How to complete this task. Below are some records. Return exactly the lines from the one containing "ctx.fill();" through the one containing "gradient = ctx.createLinearGradient(1348, 1215, 1348, 1278);", both included, and only those.
------ Recorded information
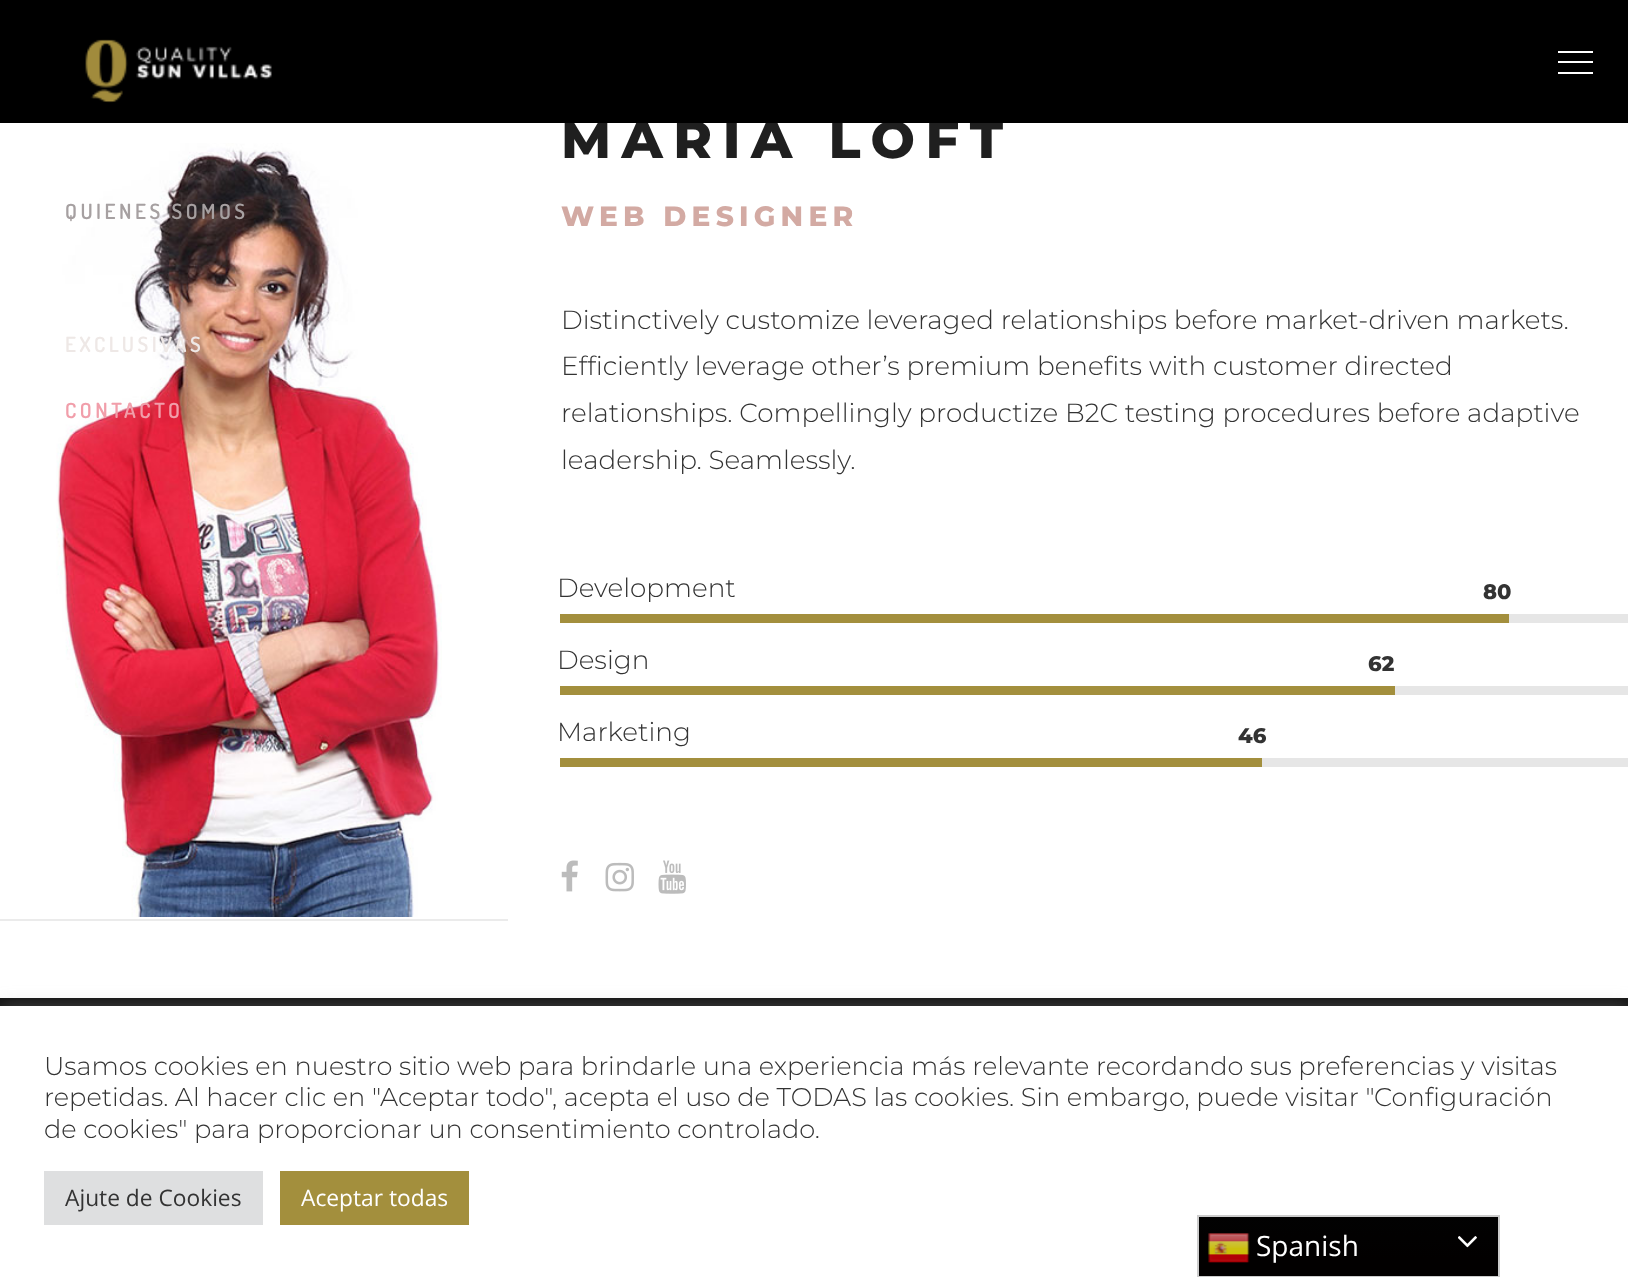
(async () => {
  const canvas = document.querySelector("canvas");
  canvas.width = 1628;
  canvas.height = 1277;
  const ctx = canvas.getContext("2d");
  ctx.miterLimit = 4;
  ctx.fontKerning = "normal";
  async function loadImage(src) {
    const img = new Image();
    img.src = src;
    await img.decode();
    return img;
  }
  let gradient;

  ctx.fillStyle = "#ffffff";
  ctx.fillRect(0, 0, 1628, 1277);
  ctx.drawImage(await loadImage("img/2.png"), 56, 143, 386, 774);
  for (const [x, y, w, h, color] of [
    [0, 919, 508, 2, "#ebebeb"],
    [1509, 614, 119, 9, "#e6e6e6"],
    [560, 614, 949, 9, "#a38f3d"],
    [1395, 686, 233, 9, "#e6e6e6"],
    [560, 686, 835, 9, "#a38f3d"],
    [1262, 758, 366, 9, "#e6e6e6"],
    [560, 758, 702, 9, "#a38f3d"],
  ]) {
    ctx.fillStyle = color;
    ctx.fillRect(x, y, w, h);
  }
  ctx.drawImage(await loadImage("img/3.png"), 561, 860, 17, 32);
  ctx.drawImage(await loadImage("img/4.png"), 605, 862, 29, 30);
  ctx.drawImage(await loadImage("img/5.png"), 658, 860, 28, 34);
  ctx.fillStyle = "#121212";
  ctx.fillRect(0, 998, 1628, 8);
  ctx.fillStyle = "rgba(172, 171, 171, 0.3)";
  ctx.filter = "blur(9px)";
  ctx.beginPath();
  ctx.rect(0, 1005, 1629, 271);
  ctx.fill();
  ctx.filter = "none";
  for (const [x, y, w, h, color] of [
    [0, 1006, 1628, 271, "#ffffff"],
    [44, 1171, 219, 54, "#dedfe0"],
    [280, 1171, 189, 54, "#a38f3d"],
  ]) {
    ctx.fillStyle = color;
    ctx.fillRect(x, y, w, h);
  }
  gradient = ctx.createLinearGradient(1348, 1215, 1348, 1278);
  gradient.addColorStop(0, "#020202");
  gradient.addColorStop(0.7, "#020000");
  ctx.fillStyle = gradient;
  ctx.fillRect(1199, 1217, 299, 59);
  ctx.strokeStyle = "#cccccc";
  ctx.lineWidth = 2;
  ctx.strokeRect(1198, 1216, 301, 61);
  ctx.drawImage(await loadImage("img/6.png"), 1208, 1233, 42, 30);
  ctx.drawImage(await loadImage("img/7.png"), 1458, 1236, 19, 12);
  ctx.letterSpacing = "3.5px";
  ctx.font = "600 21px Dosis";
  ctx.fillStyle = "#a6a0a1";
  ctx.fillText("QUIENES SOMOS", 65, 219);
  ctx.fillStyle = "#eee8e6";
  ctx.fillText("EXCLUSIVAS", 65, 352);
  ctx.fillStyle = "#f19eaa";
  ctx.fillText("CONTACTO", 65, 418);
  ctx.letterSpacing = "10.5px";
  ctx.font = "800 52.5px Montserrat";
  ctx.fillStyle = "#1f1f1f";
  ctx.fillText("MARIA LOFT", 561, 158);
  ctx.fillStyle = "#000000";
  ctx.fillRect(0, 0, 1628, 123);
  ctx.drawImage(await loadImage("img/1.png"), 85, 39, 187, 64);
  for (const [x, y, w, h, color] of [
    [1558, 72, 35, 2, "#ffffff"],
    [1558, 61, 35, 2, "#ffffff"],
    [1558, 51, 35, 2, "#ffffff"],
  ]) {
    ctx.fillStyle = color;
    ctx.fillRect(x, y, w, h);
  }
  ctx.letterSpacing = "5.25px";
  ctx.font = "800 28px Montserrat";
  ctx.fillStyle = "#d3aaa3";
  ctx.fillText("WEB DESIGNER", 561, 226);
  ctx.letterSpacing = "0px";
  ctx.font = "300 26.25px Montserrat";
  ctx.fillStyle = "#333333";
  for (const [text, x, y] of [
    ["Distinctively customize leveraged relationships before market-driven markets.", 561, 329],
    ["Efficiently leverage other’s premium benefits with customer directed", 561, 375],
    ["relationships. Compellingly productize B2C testing procedures before adaptive", 561, 422],
    ["leadership. Seamlessly.", 561, 469],
    ["Development", 557, 597],
  ]) {
    ctx.fillText(text, x, y);
  }
  ctx.font = "800 21px Montserrat";
  ctx.fillText("80", 1483, 599);
  ctx.font = "300 26.25px Montserrat";
  ctx.fillText("Design", 557, 669);
  ctx.font = "800 21px Montserrat";
  ctx.fillText("62", 1368, 671);
  ctx.font = "300 26.25px Montserrat";
  ctx.fillText("Marketing", 557, 741);
  ctx.font = "800 21px Montserrat";
  ctx.fillText("46", 1238, 743);
  ctx.font = "300 25.67px Montserrat";
  for (const [text, x, y] of [
    ["Usamos cookies en nuestro sitio web para brindarle una experiencia más relevante recordando sus preferencias y visitas", 44, 1075],
    ["repetidas. Al hacer clic en \"Aceptar todo\", acepta el uso de TODAS las cookies. Sin embargo, puede visitar \"Configuración", 44, 1106],
    ["de cookies\" para proporcionar un consentimiento controlado.", 44, 1138],
  ]) {
    ctx.fillText(text, x, y);
  }
  ctx.font = "22.75px Open Sans";
  ctx.fillText("Ajute de Cookies", 65, 1206);
  ctx.fillStyle = "#ffffff";
  ctx.fillText("Aceptar todas", 301, 1206);
  ctx.font = "28px Open Sans";
  ctx.fillText("Spanish", 1256, 1256);
})();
------------
Result for this task.
  ctx.fill();
  ctx.filter = "none";
  for (const [x, y, w, h, color] of [
    [0, 1006, 1628, 271, "#ffffff"],
    [44, 1171, 219, 54, "#dedfe0"],
    [280, 1171, 189, 54, "#a38f3d"],
  ]) {
    ctx.fillStyle = color;
    ctx.fillRect(x, y, w, h);
  }
  gradient = ctx.createLinearGradient(1348, 1215, 1348, 1278);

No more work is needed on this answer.